Investigation of Carrier Migration from WS2 Monolayer to Substrate by Photoluminescence

Carriers in atomically thin two-dimensional (2D) semiconductors like WS2 monolayers are prone to interact with their surroundings, which may have a significant impact on both the electric and optical properties of 2D semiconductors. In this work, abnormal dependence of photoluminescence (PL) intensity on excitation power densities is observed in mechanically exfoliated WS2 monolayers on SiO2/Si substrates, which is manifested as a sudden intensity drop of exciton and trion emissions at certain power density followed by much slowed intensity increase. As-exfoliated and wetted WS2 monolayers exhibit similar abnormal variation of PL intensity but different power densities that trigger the intensity drop.

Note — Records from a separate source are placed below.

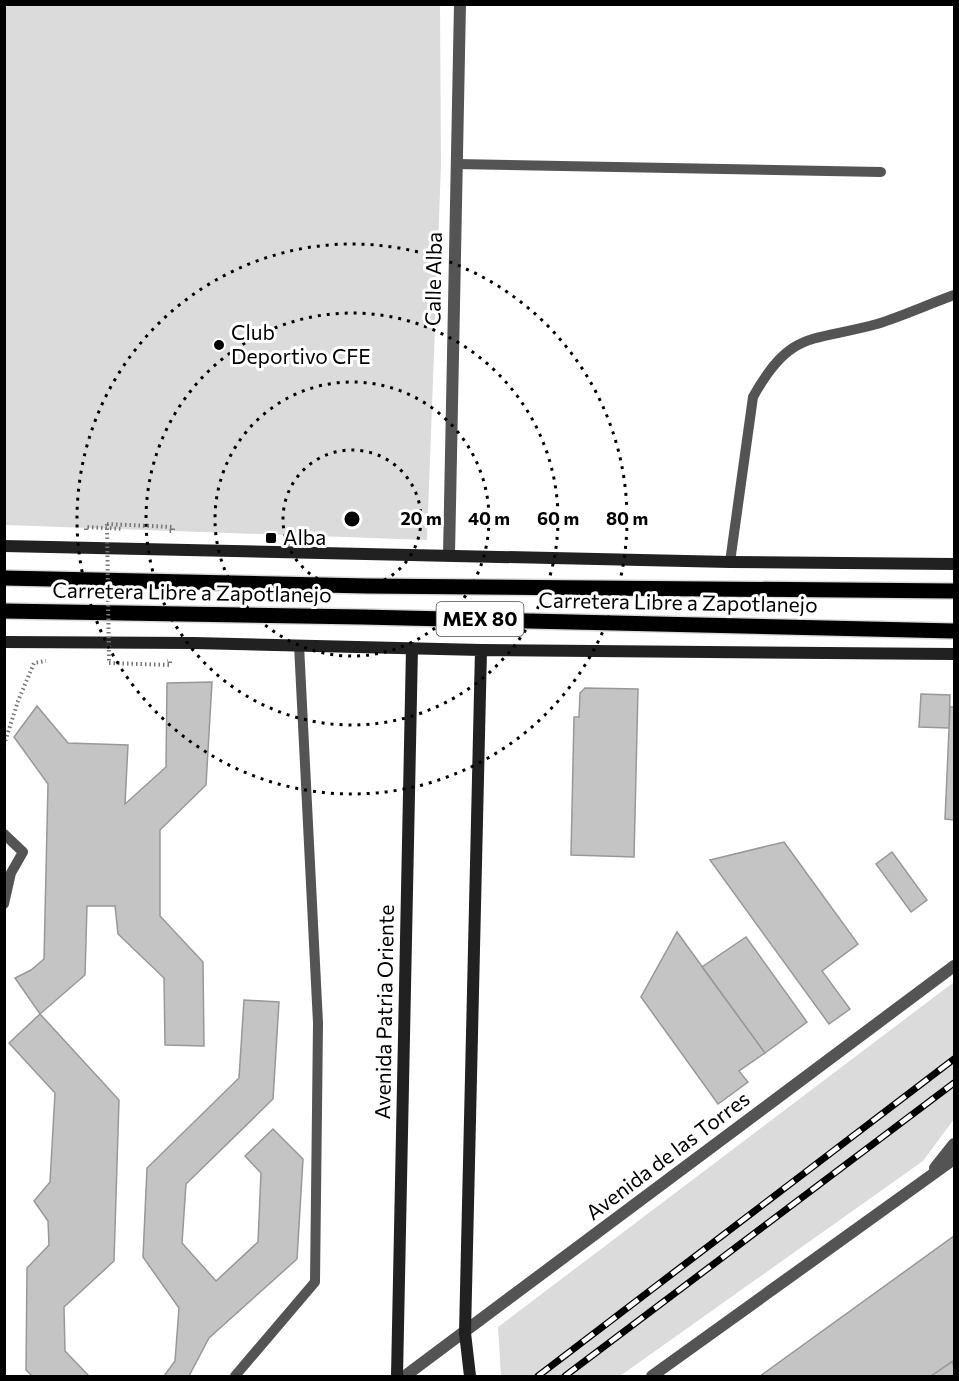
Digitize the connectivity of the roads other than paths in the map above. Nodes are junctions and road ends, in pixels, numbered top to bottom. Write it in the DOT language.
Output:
graph roads {
  1 [pos="460,4"];
  2 [pos="456,164"];
  3 [pos="881,172"];
  4 [pos="954,295"];
  5 [pos="4,546"];
  6 [pos="449,555"];
  7 [pos="730,562"];
  8 [pos="954,564"];
  9 [pos="4,578"];
  10 [pos="954,591"];
  11 [pos="4,611"];
  12 [pos="954,631"];
  13 [pos="4,642"];
  14 [pos="298,645"];
  15 [pos="412,648"];
  16 [pos="481,650"];
  17 [pos="954,654"];
  18 [pos="4,834"];
  19 [pos="8,872"];
  20 [pos="4,904"];
  21 [pos="954,966"];
  22 [pos="954,1144"];
  23 [pos="954,1159"];
  24 [pos="922,1182"];
  25 [pos="465,1333"];
  26 [pos="235,1377"];
  27 [pos="397,1377"];
  28 [pos="405,1377"];
  29 [pos="470,1377"];
  30 [pos="652,1377"];
  1 -- 2 [label="street, Calle Alba"];
  2 -- 3 [label="lane"];
  2 -- 6 [label="street, Calle Alba"];
  4 -- 7 [label="lane"];
  5 -- 6 [label="main road, Carretera Libre a Zapotlanejo"];
  6 -- 7 [label="main road, Carretera Libre a Zapotlanejo"];
  7 -- 8 [label="main road, Carretera Libre a Zapotlanejo"];
  9 -- 10 [label="main road, Carretera Libre a Zapotlanejo / MEX 80"];
  11 -- 12 [label="main road, Carretera Libre a Zapotlanejo / MEX 80"];
  13 -- 14 [label="main road"];
  14 -- 15 [label="main road"];
  14 -- 26 [label="lane"];
  15 -- 16 [label="main road"];
  15 -- 27 [label="main road, Avenida Patria Oriente"];
  16 -- 17 [label="main road"];
  16 -- 25 [label="main road"];
  18 -- 19 [label="lane"];
  19 -- 20 [label="lane"];
  21 -- 25 [label="street, Avenida de las Torres"];
  22 -- 24 [label="street"];
  23 -- 24 [label="street"];
  24 -- 30 [label="street"];
  25 -- 28 [label="street, Avenida de las Torres"];
  25 -- 29 [label="main road"];
}
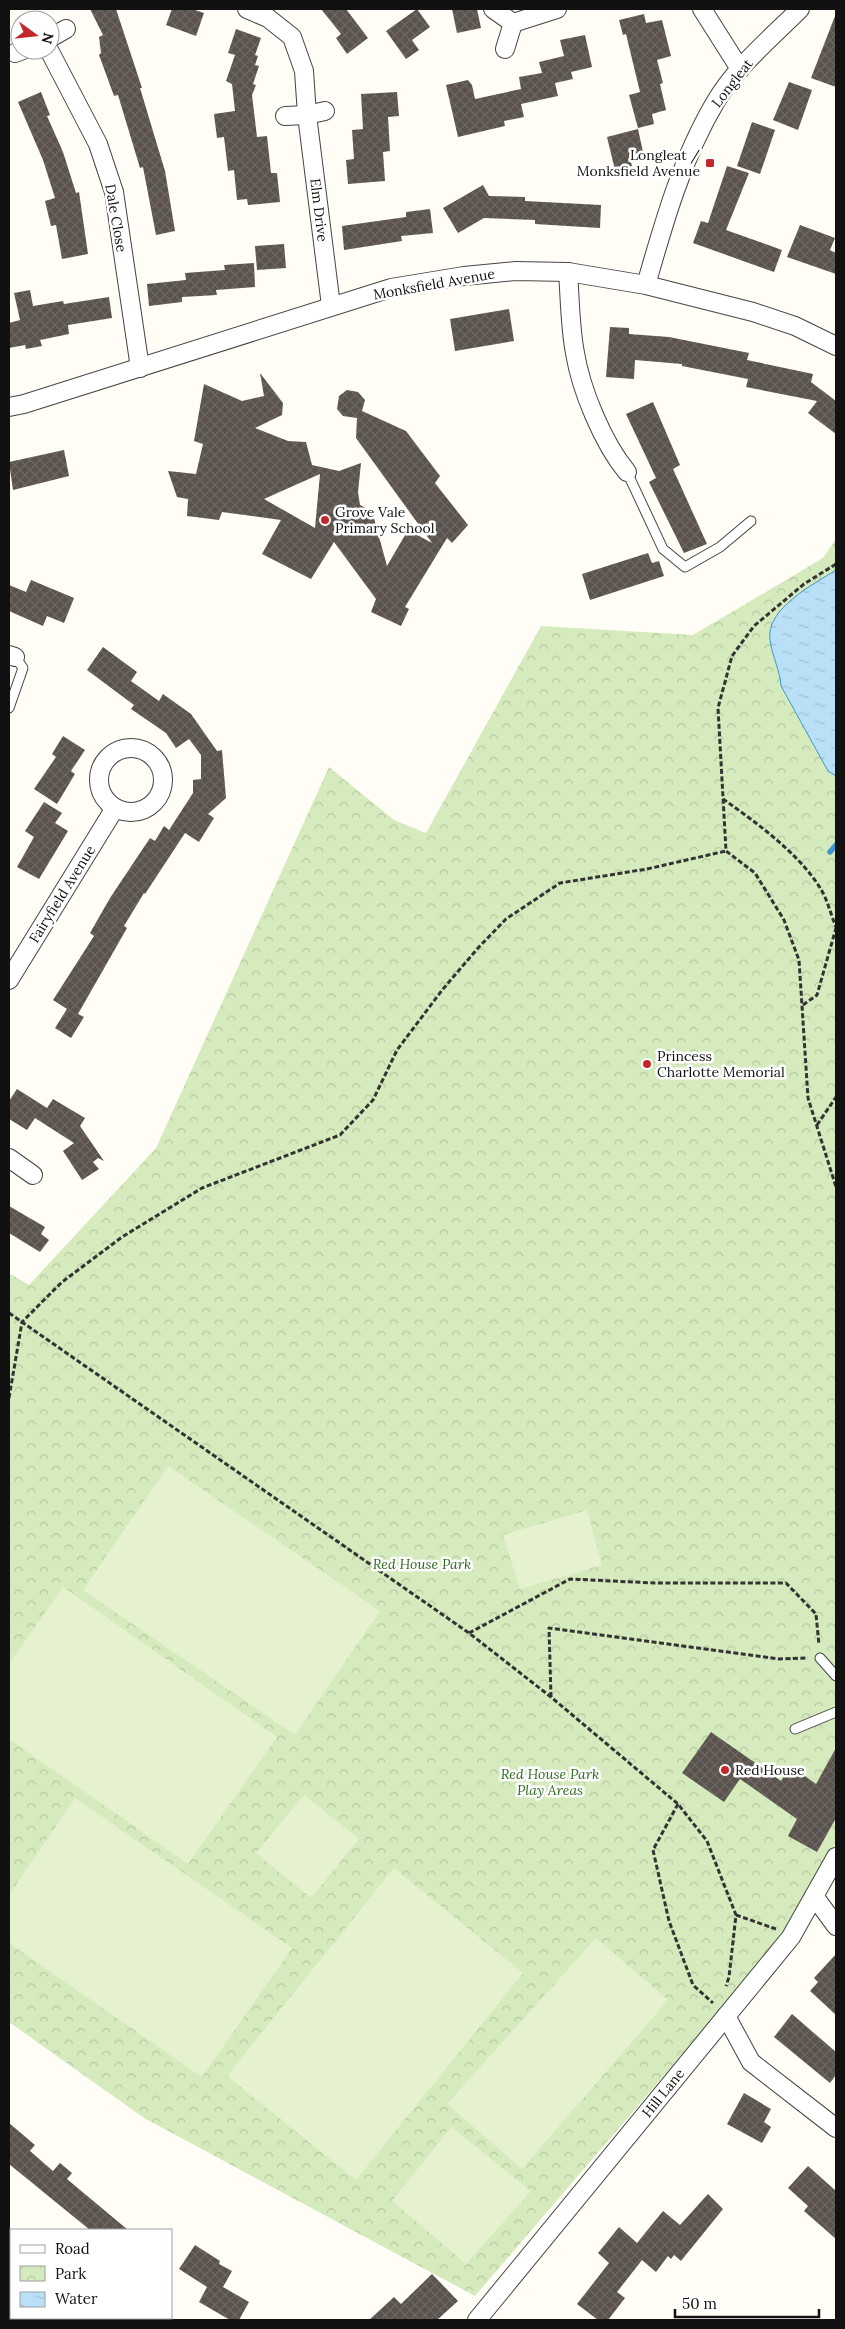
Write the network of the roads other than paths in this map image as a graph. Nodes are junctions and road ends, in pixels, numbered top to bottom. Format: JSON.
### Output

The sudden drop of PL intensity is ascribed to the modification to the contact status of the monolayer with the substrate, caused by the interplay of the trapped air or water with the monolayer and the substrate upon laser irradiation, which therefore alters the carries transport rate from the monolayer to the substrate. A rate equation model has been developed to delicately deal with the carrier recombination and transport processes in a steady state, and the variation dependence of exciton, trion and free charge populations on the cross-plane transport rate is demonstrated, which consistently explains the abnormal PL intensity dependence on the excitation power density. The important role of carrier transport in the PL performance has been verified in this work, and further understanding of the carrier interactions in atomical thin 2D semiconductors has been achieved.